= Required action =
Give back the full data, unchanged and complete.

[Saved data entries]
· · · ·

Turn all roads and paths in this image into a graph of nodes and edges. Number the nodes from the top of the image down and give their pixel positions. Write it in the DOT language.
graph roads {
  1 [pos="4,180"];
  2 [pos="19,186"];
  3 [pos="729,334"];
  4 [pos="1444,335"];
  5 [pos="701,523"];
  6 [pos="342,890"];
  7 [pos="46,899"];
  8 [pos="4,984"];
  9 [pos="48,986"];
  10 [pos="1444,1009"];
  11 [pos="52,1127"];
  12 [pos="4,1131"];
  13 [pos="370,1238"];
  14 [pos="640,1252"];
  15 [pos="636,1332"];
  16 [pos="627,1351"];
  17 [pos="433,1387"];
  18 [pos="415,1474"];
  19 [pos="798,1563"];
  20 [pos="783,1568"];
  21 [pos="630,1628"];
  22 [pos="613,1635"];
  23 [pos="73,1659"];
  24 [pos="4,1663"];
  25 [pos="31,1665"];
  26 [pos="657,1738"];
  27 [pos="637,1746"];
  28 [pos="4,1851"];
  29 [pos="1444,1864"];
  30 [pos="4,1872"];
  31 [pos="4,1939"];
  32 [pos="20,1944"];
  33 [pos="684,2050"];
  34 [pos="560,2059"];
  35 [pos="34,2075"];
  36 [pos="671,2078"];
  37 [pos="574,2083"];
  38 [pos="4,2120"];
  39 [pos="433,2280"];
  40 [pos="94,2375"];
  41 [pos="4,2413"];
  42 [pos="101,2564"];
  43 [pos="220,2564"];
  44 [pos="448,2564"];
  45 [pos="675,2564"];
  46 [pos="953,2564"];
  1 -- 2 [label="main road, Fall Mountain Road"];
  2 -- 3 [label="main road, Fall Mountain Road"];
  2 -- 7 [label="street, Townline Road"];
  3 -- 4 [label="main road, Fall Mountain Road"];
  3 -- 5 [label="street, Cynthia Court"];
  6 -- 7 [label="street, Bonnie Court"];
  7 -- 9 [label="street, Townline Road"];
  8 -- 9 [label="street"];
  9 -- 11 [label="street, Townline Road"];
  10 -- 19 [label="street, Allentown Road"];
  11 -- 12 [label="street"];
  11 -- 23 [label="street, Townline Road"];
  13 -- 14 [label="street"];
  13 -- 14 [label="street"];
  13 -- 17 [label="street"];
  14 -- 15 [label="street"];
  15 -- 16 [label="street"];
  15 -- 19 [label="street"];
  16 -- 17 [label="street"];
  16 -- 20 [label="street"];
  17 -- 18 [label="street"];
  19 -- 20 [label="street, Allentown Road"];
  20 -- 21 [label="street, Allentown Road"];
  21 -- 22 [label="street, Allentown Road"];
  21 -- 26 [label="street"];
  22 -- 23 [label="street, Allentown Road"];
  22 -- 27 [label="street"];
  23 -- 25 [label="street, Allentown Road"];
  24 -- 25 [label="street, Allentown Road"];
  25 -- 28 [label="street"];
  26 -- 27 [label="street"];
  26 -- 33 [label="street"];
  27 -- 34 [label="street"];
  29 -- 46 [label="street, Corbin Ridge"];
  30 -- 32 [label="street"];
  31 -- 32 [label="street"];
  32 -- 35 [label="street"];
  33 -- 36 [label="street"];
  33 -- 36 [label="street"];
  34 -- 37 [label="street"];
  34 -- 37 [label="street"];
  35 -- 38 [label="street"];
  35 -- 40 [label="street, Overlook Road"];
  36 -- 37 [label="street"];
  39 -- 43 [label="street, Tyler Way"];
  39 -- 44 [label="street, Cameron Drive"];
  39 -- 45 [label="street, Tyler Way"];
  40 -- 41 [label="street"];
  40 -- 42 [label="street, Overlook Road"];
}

· · · ·

= Response to this task =
Turn all roads and paths in this image into a graph of nodes and edges. Number the nodes from the top of the image down and give their pixel positions. Write it in the DOT language.
graph roads {
  1 [pos="4,180"];
  2 [pos="19,186"];
  3 [pos="729,334"];
  4 [pos="1444,335"];
  5 [pos="701,523"];
  6 [pos="342,890"];
  7 [pos="46,899"];
  8 [pos="4,984"];
  9 [pos="48,986"];
  10 [pos="1444,1009"];
  11 [pos="52,1127"];
  12 [pos="4,1131"];
  13 [pos="370,1238"];
  14 [pos="640,1252"];
  15 [pos="636,1332"];
  16 [pos="627,1351"];
  17 [pos="433,1387"];
  18 [pos="415,1474"];
  19 [pos="798,1563"];
  20 [pos="783,1568"];
  21 [pos="630,1628"];
  22 [pos="613,1635"];
  23 [pos="73,1659"];
  24 [pos="4,1663"];
  25 [pos="31,1665"];
  26 [pos="657,1738"];
  27 [pos="637,1746"];
  28 [pos="4,1851"];
  29 [pos="1444,1864"];
  30 [pos="4,1872"];
  31 [pos="4,1939"];
  32 [pos="20,1944"];
  33 [pos="684,2050"];
  34 [pos="560,2059"];
  35 [pos="34,2075"];
  36 [pos="671,2078"];
  37 [pos="574,2083"];
  38 [pos="4,2120"];
  39 [pos="433,2280"];
  40 [pos="94,2375"];
  41 [pos="4,2413"];
  42 [pos="101,2564"];
  43 [pos="220,2564"];
  44 [pos="448,2564"];
  45 [pos="675,2564"];
  46 [pos="953,2564"];
  1 -- 2 [label="main road, Fall Mountain Road"];
  2 -- 3 [label="main road, Fall Mountain Road"];
  2 -- 7 [label="street, Townline Road"];
  3 -- 4 [label="main road, Fall Mountain Road"];
  3 -- 5 [label="street, Cynthia Court"];
  6 -- 7 [label="street, Bonnie Court"];
  7 -- 9 [label="street, Townline Road"];
  8 -- 9 [label="street"];
  9 -- 11 [label="street, Townline Road"];
  10 -- 19 [label="street, Allentown Road"];
  11 -- 12 [label="street"];
  11 -- 23 [label="street, Townline Road"];
  13 -- 14 [label="street"];
  13 -- 14 [label="street"];
  13 -- 17 [label="street"];
  14 -- 15 [label="street"];
  15 -- 16 [label="street"];
  15 -- 19 [label="street"];
  16 -- 17 [label="street"];
  16 -- 20 [label="street"];
  17 -- 18 [label="street"];
  19 -- 20 [label="street, Allentown Road"];
  20 -- 21 [label="street, Allentown Road"];
  21 -- 22 [label="street, Allentown Road"];
  21 -- 26 [label="street"];
  22 -- 23 [label="street, Allentown Road"];
  22 -- 27 [label="street"];
  23 -- 25 [label="street, Allentown Road"];
  24 -- 25 [label="street, Allentown Road"];
  25 -- 28 [label="street"];
  26 -- 27 [label="street"];
  26 -- 33 [label="street"];
  27 -- 34 [label="street"];
  29 -- 46 [label="street, Corbin Ridge"];
  30 -- 32 [label="street"];
  31 -- 32 [label="street"];
  32 -- 35 [label="street"];
  33 -- 36 [label="street"];
  33 -- 36 [label="street"];
  34 -- 37 [label="street"];
  34 -- 37 [label="street"];
  35 -- 38 [label="street"];
  35 -- 40 [label="street, Overlook Road"];
  36 -- 37 [label="street"];
  39 -- 43 [label="street, Tyler Way"];
  39 -- 44 [label="street, Cameron Drive"];
  39 -- 45 [label="street, Tyler Way"];
  40 -- 41 [label="street"];
  40 -- 42 [label="street, Overlook Road"];
}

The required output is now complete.